Will he get better at crafting illusions? He will, he supposes, if he’s expected to. He’ll be who he has to, what he has to. Who does Tsuzuki expect him to be?

Tsuzuki’s nodding. “So do I.” He perches on the edge of Matsumoto’s bed, a good distance away from the man himself. “It never really ends, does it?”

“No,” Subaru says. “It doesn’t.”

Silence stretches between them. Tsuzuki’s violet eyes catch the light sparkling from the surface of the bay. “Where are you going after this?” he asks.

“They found Matsumoto-san in Saikai,” Subaru says, “and he appears to be the first victim. I’ll start there.”

“Right. Hisoka and I might run into you there. We’re going to go to Nagasaki proper first, though. The Gushoshin think the killer’s headed there next.”

“You haven’t detected a pattern?” he asks.

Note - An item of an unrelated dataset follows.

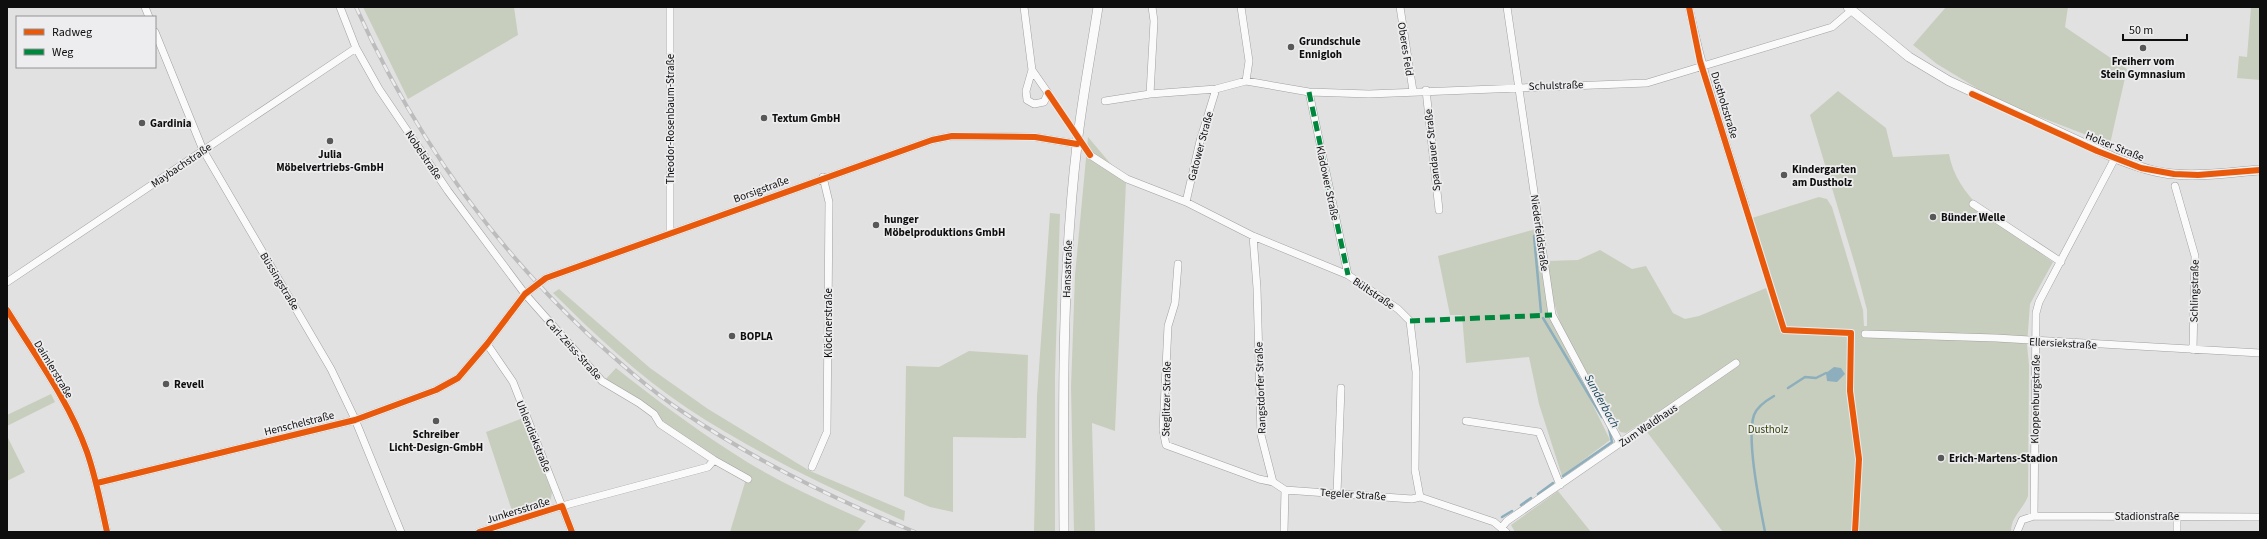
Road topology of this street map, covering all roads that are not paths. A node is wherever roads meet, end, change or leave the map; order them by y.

“No. That doesn’t mean there isn’t one, but it looks really random so far.” He swings himself off the bed and bends over Kurosaki, scooping the young man up into his arms. “Which means the killer’s experimenting, or-” He hesitates.

“Or?”

“Or the killer’s not sure what he’s doing, or can’t control what he’s doing. He’s acting on instinct, killing anyone who crosses his path.”

Subaru nods in what he thinks is a suitably grave fashion, but the motive doesn’t change the outcome, not on the killer’s part and not on his. What drives a person to kill? He can answer for himself, but he can’t answer for anyone else.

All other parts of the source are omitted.